### [Required work]
Below are some lines of data. Return all of them as they are.

### [Records supplied]
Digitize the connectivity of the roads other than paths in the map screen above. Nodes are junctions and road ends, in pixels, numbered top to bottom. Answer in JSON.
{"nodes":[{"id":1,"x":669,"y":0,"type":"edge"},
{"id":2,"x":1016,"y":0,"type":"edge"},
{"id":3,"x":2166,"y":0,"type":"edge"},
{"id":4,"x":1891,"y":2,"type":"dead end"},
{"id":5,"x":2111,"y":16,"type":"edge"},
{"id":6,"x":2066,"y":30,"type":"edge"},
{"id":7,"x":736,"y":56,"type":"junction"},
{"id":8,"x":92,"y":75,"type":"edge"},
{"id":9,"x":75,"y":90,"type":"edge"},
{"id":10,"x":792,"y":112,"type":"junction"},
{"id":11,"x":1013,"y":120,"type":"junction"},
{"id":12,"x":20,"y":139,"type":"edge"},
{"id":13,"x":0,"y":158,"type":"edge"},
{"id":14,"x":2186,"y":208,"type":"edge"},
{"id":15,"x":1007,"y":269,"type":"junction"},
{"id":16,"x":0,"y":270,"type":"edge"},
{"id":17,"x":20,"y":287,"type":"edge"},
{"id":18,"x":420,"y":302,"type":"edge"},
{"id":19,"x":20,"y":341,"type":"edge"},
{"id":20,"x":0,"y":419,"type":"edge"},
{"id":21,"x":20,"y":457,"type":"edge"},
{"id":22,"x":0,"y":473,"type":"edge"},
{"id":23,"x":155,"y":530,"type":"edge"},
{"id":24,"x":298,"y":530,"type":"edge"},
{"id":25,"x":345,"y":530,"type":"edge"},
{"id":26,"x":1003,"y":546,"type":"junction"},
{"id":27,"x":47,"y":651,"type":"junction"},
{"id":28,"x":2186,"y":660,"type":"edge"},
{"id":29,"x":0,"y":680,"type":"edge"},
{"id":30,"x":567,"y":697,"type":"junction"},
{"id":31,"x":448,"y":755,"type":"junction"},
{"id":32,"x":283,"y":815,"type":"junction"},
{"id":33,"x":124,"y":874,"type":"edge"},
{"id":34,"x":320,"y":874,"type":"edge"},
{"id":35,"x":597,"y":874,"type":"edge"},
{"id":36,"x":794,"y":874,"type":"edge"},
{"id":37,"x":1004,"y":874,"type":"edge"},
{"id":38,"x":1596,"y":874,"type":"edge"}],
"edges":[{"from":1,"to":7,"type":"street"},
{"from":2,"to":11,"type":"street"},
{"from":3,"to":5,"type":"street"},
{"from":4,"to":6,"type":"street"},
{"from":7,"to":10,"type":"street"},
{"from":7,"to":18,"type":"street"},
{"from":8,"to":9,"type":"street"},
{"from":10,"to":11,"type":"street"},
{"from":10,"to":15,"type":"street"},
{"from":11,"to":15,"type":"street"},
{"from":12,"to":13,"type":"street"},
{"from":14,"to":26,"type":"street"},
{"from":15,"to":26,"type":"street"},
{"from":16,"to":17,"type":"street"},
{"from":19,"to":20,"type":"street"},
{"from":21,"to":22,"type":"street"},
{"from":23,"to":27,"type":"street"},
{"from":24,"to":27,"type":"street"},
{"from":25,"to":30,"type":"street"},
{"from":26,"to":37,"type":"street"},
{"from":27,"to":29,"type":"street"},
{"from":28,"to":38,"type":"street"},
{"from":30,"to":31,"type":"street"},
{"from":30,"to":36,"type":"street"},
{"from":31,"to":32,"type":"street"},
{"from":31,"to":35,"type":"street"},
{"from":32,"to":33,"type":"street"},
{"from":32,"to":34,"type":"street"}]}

### [Answer below]
Digitize the connectivity of the roads other than paths in the map screen above. Nodes are junctions and road ends, in pixels, numbered top to bottom. Answer in JSON.
{"nodes":[{"id":1,"x":669,"y":0,"type":"edge"},
{"id":2,"x":1016,"y":0,"type":"edge"},
{"id":3,"x":2166,"y":0,"type":"edge"},
{"id":4,"x":1891,"y":2,"type":"dead end"},
{"id":5,"x":2111,"y":16,"type":"edge"},
{"id":6,"x":2066,"y":30,"type":"edge"},
{"id":7,"x":736,"y":56,"type":"junction"},
{"id":8,"x":92,"y":75,"type":"edge"},
{"id":9,"x":75,"y":90,"type":"edge"},
{"id":10,"x":792,"y":112,"type":"junction"},
{"id":11,"x":1013,"y":120,"type":"junction"},
{"id":12,"x":20,"y":139,"type":"edge"},
{"id":13,"x":0,"y":158,"type":"edge"},
{"id":14,"x":2186,"y":208,"type":"edge"},
{"id":15,"x":1007,"y":269,"type":"junction"},
{"id":16,"x":0,"y":270,"type":"edge"},
{"id":17,"x":20,"y":287,"type":"edge"},
{"id":18,"x":420,"y":302,"type":"edge"},
{"id":19,"x":20,"y":341,"type":"edge"},
{"id":20,"x":0,"y":419,"type":"edge"},
{"id":21,"x":20,"y":457,"type":"edge"},
{"id":22,"x":0,"y":473,"type":"edge"},
{"id":23,"x":155,"y":530,"type":"edge"},
{"id":24,"x":298,"y":530,"type":"edge"},
{"id":25,"x":345,"y":530,"type":"edge"},
{"id":26,"x":1003,"y":546,"type":"junction"},
{"id":27,"x":47,"y":651,"type":"junction"},
{"id":28,"x":2186,"y":660,"type":"edge"},
{"id":29,"x":0,"y":680,"type":"edge"},
{"id":30,"x":567,"y":697,"type":"junction"},
{"id":31,"x":448,"y":755,"type":"junction"},
{"id":32,"x":283,"y":815,"type":"junction"},
{"id":33,"x":124,"y":874,"type":"edge"},
{"id":34,"x":320,"y":874,"type":"edge"},
{"id":35,"x":597,"y":874,"type":"edge"},
{"id":36,"x":794,"y":874,"type":"edge"},
{"id":37,"x":1004,"y":874,"type":"edge"},
{"id":38,"x":1596,"y":874,"type":"edge"}],
"edges":[{"from":1,"to":7,"type":"street"},
{"from":2,"to":11,"type":"street"},
{"from":3,"to":5,"type":"street"},
{"from":4,"to":6,"type":"street"},
{"from":7,"to":10,"type":"street"},
{"from":7,"to":18,"type":"street"},
{"from":8,"to":9,"type":"street"},
{"from":10,"to":11,"type":"street"},
{"from":10,"to":15,"type":"street"},
{"from":11,"to":15,"type":"street"},
{"from":12,"to":13,"type":"street"},
{"from":14,"to":26,"type":"street"},
{"from":15,"to":26,"type":"street"},
{"from":16,"to":17,"type":"street"},
{"from":19,"to":20,"type":"street"},
{"from":21,"to":22,"type":"street"},
{"from":23,"to":27,"type":"street"},
{"from":24,"to":27,"type":"street"},
{"from":25,"to":30,"type":"street"},
{"from":26,"to":37,"type":"street"},
{"from":27,"to":29,"type":"street"},
{"from":28,"to":38,"type":"street"},
{"from":30,"to":31,"type":"street"},
{"from":30,"to":36,"type":"street"},
{"from":31,"to":32,"type":"street"},
{"from":31,"to":35,"type":"street"},
{"from":32,"to":33,"type":"street"},
{"from":32,"to":34,"type":"street"}]}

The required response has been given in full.